Quizás sea por mi ascendencia galaico-portuguesa, pero tengo una habilidad única para sentirme siempre como un pulpo en un garaje, y en estas situaciones lo último que se me pasa por la cabeza es ser más visible. Aunque reconozco que si tienes la sangre fría para obviar que te sientes como un ser con ocho patas, es un buen momento para destacar.

Jose: una cosa es ser “raro” y otra esconderse. Desde luego, dar la cara no es fácil, pero ¿y si los raros fueran ellos? Gracias siempre por comentar!

Creo que es importante aquí decidir si quiero ser visible o no, además de conocer bien lo que el contexto te permite. Yo estoy viendo las ventajas que tiene ser “invisible”, cuando no cuentan contigo para un movimiento, una promoción o un proyecto clave. Una ventaja es todo el tiempo que te puedes permitir ahora que no tienes esa obligaciones que la visibilidad te implicaría. Es un reto identificar las ventajas, pero poder se puede.
Ahora bien, para mí el gran reto está cuando has decidido que quieres dejar de ser invisble. Si no hay cambios en el contexto en el que estás, mejor buscarse otro donde poder “ser vista”, ¿alguna alternativa al cambio del contexto?.
Gracias!

Mónica, para mí, ser visible obedece a un principio básico: ser feliz. En el momento en que la comodidad del proyecto actual, con un compromiso mínimo e invisible, no compensa, hay que buscar nuevos contextos. La guía: ser feliz. Si te dedicas a lo que te gusta -o te acerca a lo que te gusta- querrás que todo el mundo lo sepa. Gracias por comentar.

Dar la cara cuando te sientes invisible no es fácil, pero creo que solamente la puedes dar cuando te relacionas con los demás en un plano de igualdad y para ello un elemento muy importante es la confianza en uno mismo.

Totalmente de acuerdo, Inma. Gracias por comentar.

Siento ese “no estaba previsto” a menudo. Como cuando en una reunión, donde la mayoría son hombres, se están proponiendo nombres para una mesa redonda, conferencia o lo que sea y yo salto con una incómodo “no estáis proponiendo a ninguna mujer” (un clásico, #onsonlesdones). O cuando un compañero mío junior habla con un cliente y al referirse a mí el cliente en cuestión piensa que soy la secretaria, no la superior de un hombre… Muuucha paciencia, constancia y pedagogía…

Todo irá cambiando, Rosa. Confiemos en la visibilidad constante. Gracias por comentar!

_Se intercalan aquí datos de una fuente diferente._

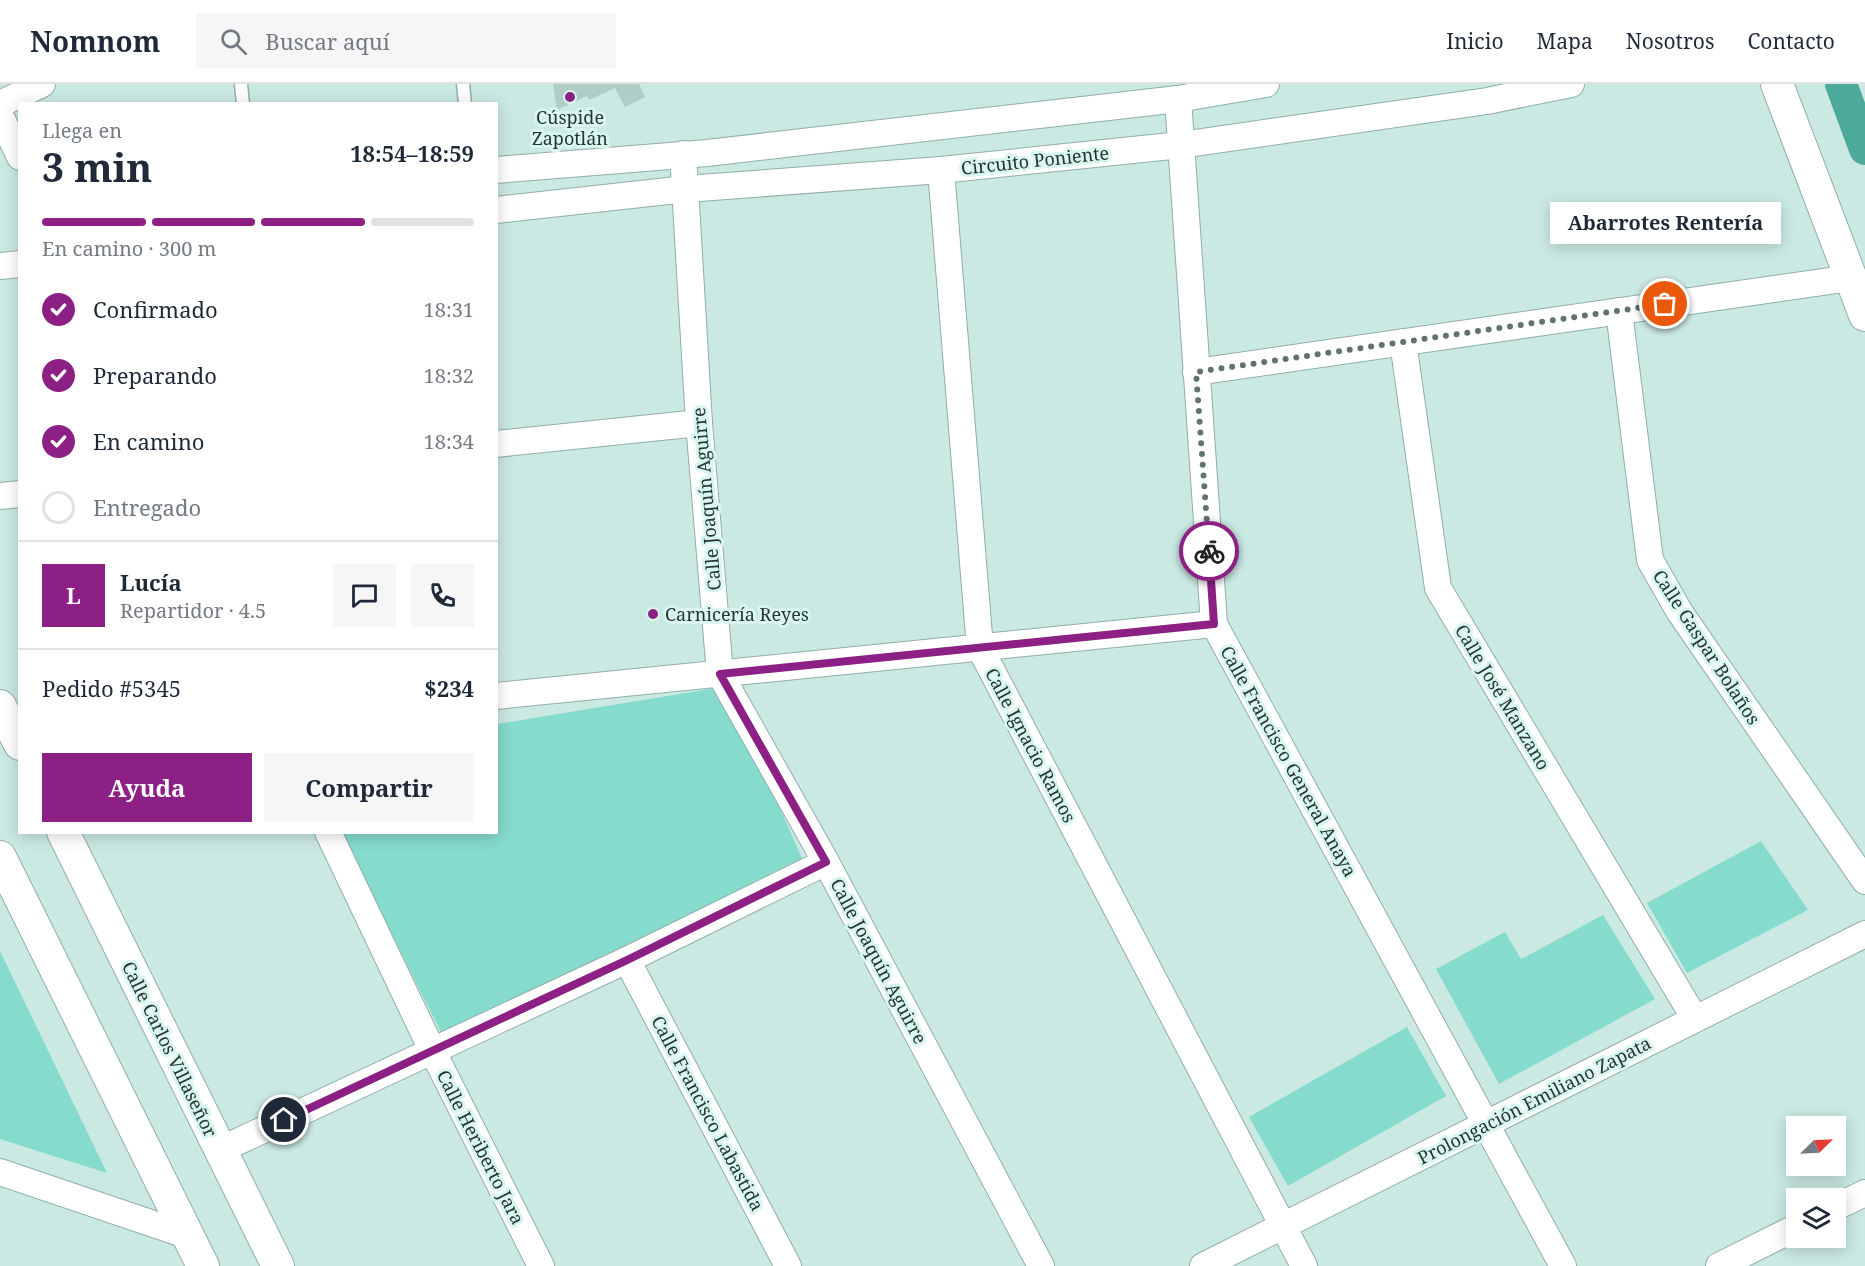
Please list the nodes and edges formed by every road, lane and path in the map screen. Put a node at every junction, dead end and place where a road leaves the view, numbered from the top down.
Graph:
1 (42, 84) edge
2 (241, 84) edge
3 (463, 84) edge
4 (1266, 84) edge
5 (1571, 84) edge
6 (1777, 84) edge
7 (1178, 99) junction
8 (243, 102) edge
9 (465, 102) edge
10 (0, 104) edge
11 (0, 115) edge
12 (1181, 145) junction
13 (18, 153) edge
14 (683, 154) junction
15 (498, 170) edge
16 (941, 170) junction
17 (686, 189) junction
18 (498, 210) edge
19 (18, 264) edge
20 (0, 267) edge
21 (1851, 278) junction
22 (1618, 311) junction
23 (1865, 315) edge
24 (1403, 342) junction
25 (1196, 372) junction
26 (699, 423) junction
27 (498, 444) edge
28 (18, 494) edge
29 (0, 496) edge
30 (1214, 624) junction
31 (980, 648) junction
32 (720, 674) junction
33 (498, 696) edge
34 (0, 706) edge
35 (18, 740) edge
36 (18, 744) edge
37 (0, 747) edge
38 (64, 834) edge
39 (329, 834) edge
40 (0, 857) edge
41 (826, 862) junction
42 (1865, 881) edge
43 (1865, 934) edge
44 (627, 960) junction
45 (1695, 1019) junction
46 (432, 1050) junction
47 (1486, 1124) junction
48 (220, 1150) junction
49 (0, 1172) edge
50 (1865, 1193) edge
51 (1846, 1202) edge
52 (1282, 1226) junction
53 (1786, 1232) edge
54 (189, 1236) junction
55 (203, 1266) edge
56 (278, 1266) edge
57 (541, 1266) edge
58 (788, 1266) edge
59 (1041, 1266) edge
60 (1203, 1266) edge
61 (1304, 1266) edge
62 (1563, 1266) edge
63 (1719, 1266) edge

1 - 10 street
2 - 8 lane
3 - 9 lane
4 - 7 street
5 - 12 street, Circuito Poniente
6 - 21 street
7 - 12 street, Calle Francisco General Anaya
7 - 14 street
11 - 13 street
12 - 16 street, Circuito Poniente
12 - 25 street, Calle Francisco General Anaya
14 - 15 street
14 - 17 street, Calle Joaquín Aguirre
16 - 17 street, Circuito Poniente
16 - 31 street, Calle Ignacio Ramos
17 - 18 street, Circuito Poniente
17 - 26 street, Calle Joaquín Aguirre
19 - 20 street
21 - 22 street
21 - 23 street
22 - 24 street
22 - 42 street, Calle Gaspar Bolaños
24 - 25 street
24 - 45 street, Calle José Manzano
25 - 30 street, Calle Francisco General Anaya
26 - 27 street
26 - 32 street, Calle Joaquín Aguirre
28 - 29 street
30 - 31 street
30 - 47 street, Calle Francisco General Anaya
31 - 32 street
31 - 52 street, Calle Ignacio Ramos
32 - 33 street
32 - 41 street, Calle Joaquín Aguirre
34 - 35 street
36 - 37 street
38 - 48 street, Calle Carlos Villaseñor
39 - 46 street, Calle Heriberto Jara
40 - 54 street
41 - 44 street
41 - 59 street, Calle Joaquín Aguirre
43 - 45 street, Prolongación Emiliano Zapata
44 - 46 street
44 - 58 street, Calle Francisco Labastida
45 - 47 street, Prolongación Emiliano Zapata
46 - 48 street
46 - 57 street, Calle Heriberto Jara
47 - 52 street, Prolongación Emiliano Zapata
47 - 62 street, Calle Francisco General Anaya
48 - 56 street, Calle Carlos Villaseñor
49 - 54 street
50 - 51 street
52 - 60 street, Prolongación Emiliano Zapata
52 - 61 street, Calle Ignacio Ramos
53 - 63 street
54 - 55 street

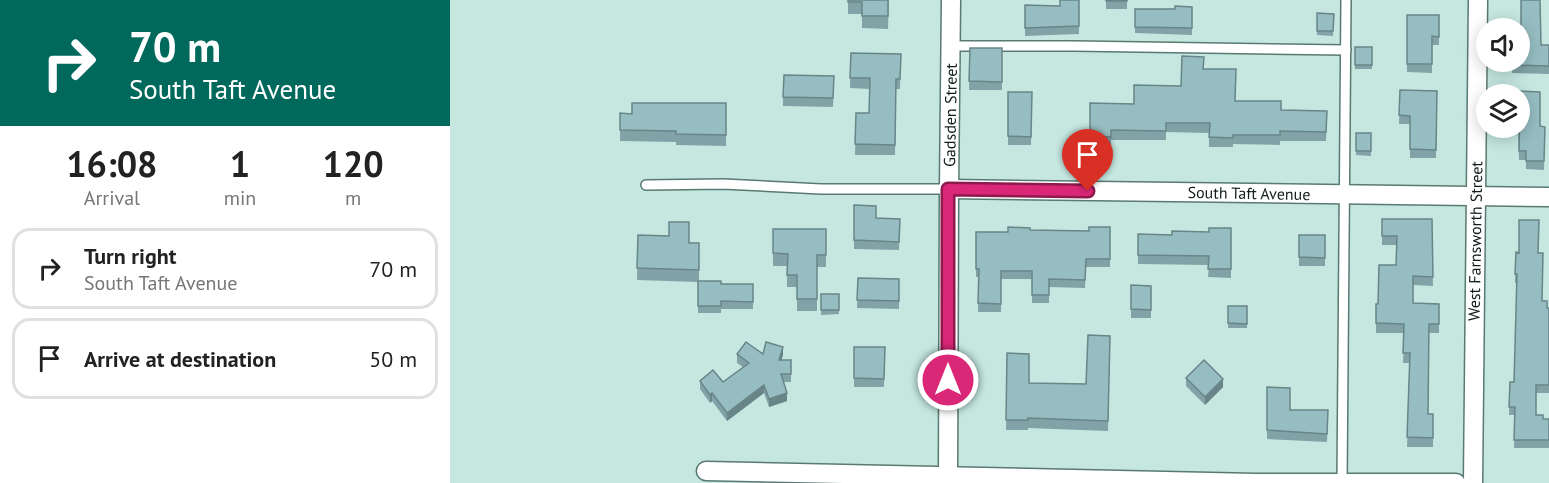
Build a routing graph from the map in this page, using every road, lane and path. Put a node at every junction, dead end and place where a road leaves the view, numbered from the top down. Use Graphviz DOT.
graph roads {
  1 [pos="951,0"];
  2 [pos="1346,0"];
  3 [pos="1478,0"];
  4 [pos="951,46"];
  5 [pos="1346,50"];
  6 [pos="646,185"];
  7 [pos="948,189"];
  8 [pos="1344,194"];
  9 [pos="1475,197"];
  10 [pos="1549,197"];
  11 [pos="706,471"];
  12 [pos="948,479"];
  13 [pos="1342,483"];
  14 [pos="1456,483"];
  15 [pos="1473,483"];
  1 -- 4 [label="street, Gadsden Street"];
  2 -- 5 [label="lane"];
  3 -- 9 [label="street, West Farnsworth Street"];
  4 -- 5 [label="lane"];
  4 -- 7 [label="street, Gadsden Street"];
  5 -- 8 [label="lane"];
  6 -- 7 [label="lane"];
  7 -- 8 [label="street, South Taft Avenue"];
  7 -- 12 [label="street, Gadsden Street"];
  8 -- 9 [label="street, South Taft Avenue"];
  8 -- 13 [label="lane"];
  9 -- 10 [label="street, South Taft Avenue"];
  9 -- 15 [label="street, West Farnsworth Street"];
  11 -- 12 [label="street"];
  12 -- 13 [label="street"];
  13 -- 14 [label="street"];
}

sí, qué mal te lo pasas en estas situaciones!
Aunque yo recuerdo con cariño una muy especial. Yo debia tener unos 16 años, ya trabajaba en Barcelona (venía del colegio de monjas de Tarragona), y por las noches iba a las clases de portugués que ofrecia el Consulado de Brasil
Un dia me invitaron a una fiesta que se daba en el mismo consulado.
Por supuesto era la más joven, no conocia a nadie -creo que no asistió ninguno de mis compañeros de clase- me daba vergüenza estar comiendo demasiados pastelitos, no sabia qué hacer, así que me senté en unas escaleras que daban al piso de arriba. Al ratito vino un señor mayor, se sentó a mi lado; tría unos pastelitos, me preguntó qué hacia. Le dije la verdad: que era la primera fiesta que iba, que estaba muy contenta por la novedad, pero que ahora estaba cansada y aburrida, que no conocía a nadie, y … El me contó que tambièn le pasaba más o menos lo mismo y por eso habia venido a sentarse conmigo.
Me preguntó mi nombre y quién era: le dije que era alumna de portugués. Y yo le pregunté quién era él: el Cónsul, me contestó.
¿a que no es un detalle para recordar toda la vida? Lástima que normalmente no se tiene este final feliz.

Me encanta esta historia, Teresa! Gracias por compartirla

Y tú, ¿qué opinas?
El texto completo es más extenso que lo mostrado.